Normally in any situation the number of people directly affected by any incident will be relatively small. It does, however, become possible to widen the conflict and bring more people in. The mishandling of the Easter Uprising by the British in Dublin in 1916 was a good example of how to widen a conflict. With the unjust and disproportionate acts of the British Government they turned far more people against the UK and made Independence a demand rather than Home Rule.
Interational Humanitarian Law (the Geneva Conventions etc) have been developed to avoid the events that cause anger that lasts generations. There is a form of acceptance that soldiers will die in wars. There is less of acceptance that large numbers of children should die in wars. Collective punishments have, therefore, been excluded from "civilized" conflict.
Fedual conflicts historically involved attacks from one clan on another. This involved things such as collective punishment and kidnappings. Such uncivilized conflicts, however, tend to last generations.
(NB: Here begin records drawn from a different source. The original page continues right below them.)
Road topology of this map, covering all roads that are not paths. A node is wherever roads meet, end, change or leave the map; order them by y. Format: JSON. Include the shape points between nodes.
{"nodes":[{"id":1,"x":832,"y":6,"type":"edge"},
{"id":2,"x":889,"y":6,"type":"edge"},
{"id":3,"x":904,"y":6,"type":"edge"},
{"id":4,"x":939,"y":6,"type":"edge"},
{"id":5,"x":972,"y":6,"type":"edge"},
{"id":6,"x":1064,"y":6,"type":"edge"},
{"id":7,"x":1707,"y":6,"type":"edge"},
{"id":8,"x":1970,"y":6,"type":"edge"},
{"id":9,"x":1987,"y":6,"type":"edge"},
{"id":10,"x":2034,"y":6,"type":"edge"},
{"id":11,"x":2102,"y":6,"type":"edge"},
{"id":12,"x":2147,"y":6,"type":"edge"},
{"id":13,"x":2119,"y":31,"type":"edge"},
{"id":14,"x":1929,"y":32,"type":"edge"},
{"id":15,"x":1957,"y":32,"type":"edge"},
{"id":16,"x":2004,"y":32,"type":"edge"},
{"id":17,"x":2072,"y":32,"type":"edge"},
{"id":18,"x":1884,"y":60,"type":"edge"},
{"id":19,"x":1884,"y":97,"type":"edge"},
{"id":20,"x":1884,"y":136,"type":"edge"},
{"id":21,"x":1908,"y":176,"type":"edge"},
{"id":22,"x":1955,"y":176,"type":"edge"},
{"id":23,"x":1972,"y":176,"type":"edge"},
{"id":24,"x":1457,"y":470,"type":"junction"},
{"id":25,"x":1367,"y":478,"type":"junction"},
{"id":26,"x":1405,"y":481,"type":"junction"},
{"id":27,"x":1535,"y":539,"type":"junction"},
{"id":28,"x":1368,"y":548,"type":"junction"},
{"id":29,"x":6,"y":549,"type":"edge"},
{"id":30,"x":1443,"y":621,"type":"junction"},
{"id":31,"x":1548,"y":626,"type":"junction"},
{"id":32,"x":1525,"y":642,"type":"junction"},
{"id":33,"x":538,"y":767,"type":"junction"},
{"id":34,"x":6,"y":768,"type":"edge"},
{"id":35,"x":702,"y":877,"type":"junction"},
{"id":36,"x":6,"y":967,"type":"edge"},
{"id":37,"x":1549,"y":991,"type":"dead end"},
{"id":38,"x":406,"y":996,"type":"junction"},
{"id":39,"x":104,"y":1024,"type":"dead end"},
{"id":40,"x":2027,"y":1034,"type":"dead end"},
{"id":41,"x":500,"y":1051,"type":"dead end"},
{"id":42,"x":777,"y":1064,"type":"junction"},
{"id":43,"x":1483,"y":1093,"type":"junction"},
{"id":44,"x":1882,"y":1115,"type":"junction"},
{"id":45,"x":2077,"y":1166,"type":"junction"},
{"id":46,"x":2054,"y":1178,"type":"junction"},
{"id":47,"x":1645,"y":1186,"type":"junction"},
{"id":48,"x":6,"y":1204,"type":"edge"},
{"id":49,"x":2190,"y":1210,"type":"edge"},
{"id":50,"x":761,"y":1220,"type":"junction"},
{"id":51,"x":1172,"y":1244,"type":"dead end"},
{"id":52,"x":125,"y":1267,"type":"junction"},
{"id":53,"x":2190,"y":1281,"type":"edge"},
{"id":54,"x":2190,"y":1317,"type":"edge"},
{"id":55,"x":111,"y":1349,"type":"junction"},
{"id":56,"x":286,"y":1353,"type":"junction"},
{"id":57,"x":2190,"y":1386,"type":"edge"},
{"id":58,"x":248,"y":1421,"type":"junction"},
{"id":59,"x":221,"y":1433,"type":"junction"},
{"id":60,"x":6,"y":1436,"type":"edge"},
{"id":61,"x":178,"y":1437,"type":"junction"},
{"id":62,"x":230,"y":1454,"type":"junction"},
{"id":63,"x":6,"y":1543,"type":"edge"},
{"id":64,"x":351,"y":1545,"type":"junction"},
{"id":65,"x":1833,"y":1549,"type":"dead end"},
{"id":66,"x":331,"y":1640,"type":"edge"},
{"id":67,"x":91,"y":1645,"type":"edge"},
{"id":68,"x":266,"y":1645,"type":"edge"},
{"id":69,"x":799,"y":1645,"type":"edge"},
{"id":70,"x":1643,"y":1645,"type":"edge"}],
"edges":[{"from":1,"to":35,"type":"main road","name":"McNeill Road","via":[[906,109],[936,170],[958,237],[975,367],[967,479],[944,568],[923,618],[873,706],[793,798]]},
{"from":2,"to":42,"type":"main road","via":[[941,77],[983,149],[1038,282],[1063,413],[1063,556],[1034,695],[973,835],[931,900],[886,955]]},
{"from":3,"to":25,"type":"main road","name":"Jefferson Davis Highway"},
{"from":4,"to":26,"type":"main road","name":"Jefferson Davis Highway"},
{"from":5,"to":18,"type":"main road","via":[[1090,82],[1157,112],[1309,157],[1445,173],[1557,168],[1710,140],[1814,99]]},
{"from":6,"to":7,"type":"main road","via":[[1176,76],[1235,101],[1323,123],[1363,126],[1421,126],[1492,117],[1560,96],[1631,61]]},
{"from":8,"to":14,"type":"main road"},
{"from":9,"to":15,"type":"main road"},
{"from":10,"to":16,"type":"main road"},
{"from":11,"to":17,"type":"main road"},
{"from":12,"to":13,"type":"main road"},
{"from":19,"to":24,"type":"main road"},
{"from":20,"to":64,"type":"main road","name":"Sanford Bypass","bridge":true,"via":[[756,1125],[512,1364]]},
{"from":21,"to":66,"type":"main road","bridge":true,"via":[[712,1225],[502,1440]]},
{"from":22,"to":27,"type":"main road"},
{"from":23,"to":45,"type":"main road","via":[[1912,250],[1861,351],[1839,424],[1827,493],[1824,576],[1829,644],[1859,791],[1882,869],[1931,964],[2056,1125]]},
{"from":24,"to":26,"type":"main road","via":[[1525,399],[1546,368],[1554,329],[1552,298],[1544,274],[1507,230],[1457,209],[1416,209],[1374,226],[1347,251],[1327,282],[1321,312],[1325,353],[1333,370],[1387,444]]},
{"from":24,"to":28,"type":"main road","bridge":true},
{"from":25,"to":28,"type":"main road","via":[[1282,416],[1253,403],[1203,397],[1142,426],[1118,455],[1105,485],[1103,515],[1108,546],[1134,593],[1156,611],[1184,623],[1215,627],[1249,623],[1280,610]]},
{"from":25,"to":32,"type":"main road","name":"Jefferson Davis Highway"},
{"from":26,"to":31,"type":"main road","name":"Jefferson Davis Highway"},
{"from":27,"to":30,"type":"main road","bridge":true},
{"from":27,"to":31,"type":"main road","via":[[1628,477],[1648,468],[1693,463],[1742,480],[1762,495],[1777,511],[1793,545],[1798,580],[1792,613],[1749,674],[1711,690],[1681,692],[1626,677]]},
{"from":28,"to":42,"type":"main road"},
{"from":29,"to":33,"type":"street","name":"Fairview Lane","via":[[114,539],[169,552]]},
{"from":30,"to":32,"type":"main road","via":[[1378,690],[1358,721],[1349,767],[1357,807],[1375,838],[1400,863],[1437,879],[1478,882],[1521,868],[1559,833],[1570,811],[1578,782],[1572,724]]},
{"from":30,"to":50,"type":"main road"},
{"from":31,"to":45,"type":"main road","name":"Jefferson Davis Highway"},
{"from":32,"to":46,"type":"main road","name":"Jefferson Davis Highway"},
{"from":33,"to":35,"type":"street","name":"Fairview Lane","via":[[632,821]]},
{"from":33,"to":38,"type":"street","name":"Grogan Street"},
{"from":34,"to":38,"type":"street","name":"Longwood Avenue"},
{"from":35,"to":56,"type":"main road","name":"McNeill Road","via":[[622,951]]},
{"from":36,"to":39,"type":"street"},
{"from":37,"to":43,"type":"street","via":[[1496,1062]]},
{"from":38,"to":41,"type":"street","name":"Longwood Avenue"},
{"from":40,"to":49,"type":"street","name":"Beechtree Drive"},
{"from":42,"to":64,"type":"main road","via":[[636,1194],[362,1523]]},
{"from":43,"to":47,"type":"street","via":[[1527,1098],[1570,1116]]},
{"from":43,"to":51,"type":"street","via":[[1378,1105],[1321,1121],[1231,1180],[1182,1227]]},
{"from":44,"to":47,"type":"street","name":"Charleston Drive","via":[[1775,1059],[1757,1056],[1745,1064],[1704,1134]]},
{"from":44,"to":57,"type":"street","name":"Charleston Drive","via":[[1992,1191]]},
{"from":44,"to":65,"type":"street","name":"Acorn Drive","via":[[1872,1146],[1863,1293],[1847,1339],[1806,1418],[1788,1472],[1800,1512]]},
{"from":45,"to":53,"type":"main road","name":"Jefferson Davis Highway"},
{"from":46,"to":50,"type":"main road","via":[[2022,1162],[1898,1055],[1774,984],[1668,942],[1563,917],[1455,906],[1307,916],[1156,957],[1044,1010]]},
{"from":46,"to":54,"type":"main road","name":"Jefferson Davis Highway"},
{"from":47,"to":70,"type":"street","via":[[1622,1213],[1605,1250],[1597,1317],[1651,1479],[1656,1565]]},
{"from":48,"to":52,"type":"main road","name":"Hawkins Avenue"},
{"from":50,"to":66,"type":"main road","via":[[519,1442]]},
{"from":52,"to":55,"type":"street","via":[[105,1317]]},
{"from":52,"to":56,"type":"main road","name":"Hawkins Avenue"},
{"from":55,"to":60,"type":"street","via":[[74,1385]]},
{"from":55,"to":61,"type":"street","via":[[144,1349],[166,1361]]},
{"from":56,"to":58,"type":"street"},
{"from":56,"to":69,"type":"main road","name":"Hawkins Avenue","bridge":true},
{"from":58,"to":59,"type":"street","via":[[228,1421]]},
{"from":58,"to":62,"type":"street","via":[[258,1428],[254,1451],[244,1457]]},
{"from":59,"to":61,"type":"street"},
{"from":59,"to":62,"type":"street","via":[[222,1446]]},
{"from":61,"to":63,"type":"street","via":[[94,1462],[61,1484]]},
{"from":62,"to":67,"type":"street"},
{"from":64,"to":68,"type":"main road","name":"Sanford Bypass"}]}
The reason for that is that those people who survive have a greater demand often for revenge than peace. That is what leads to suicide attacks.
When Blair claims to want to be "showing them what our values at their best stand for."
he should be remembering that actions speak louder than words. In endorsing the continuing conflict in Lebanon he is implicitly endorsing atrocities such as that at Qana.
He is demonstrating through his failure to support a ceasefire that his values allow for the murdering of children by irresponsible use of force. The longer this conflict goes on for and the more atrocities that occur the wider the ripples of anger will spread throughout world opinion. He and Bush have managed to unite Shi'a and Sunni in anger and with a desire for revenge.
His language indicates his desire to divide the world into two groups: "them and us". George Bush has already said that people are already with them or against them. It is always possible to change direction. However, the problem is that the government don't recognise that their direction is wrong. In their personal emotional desires for revenge against terrorists they are losing the objectivity that is needed for effective political leadership.
It took centuries for people to learn the lessons of the outcome of uncivilized conflict. It has taken less than a generation for those lessons to be forgotten.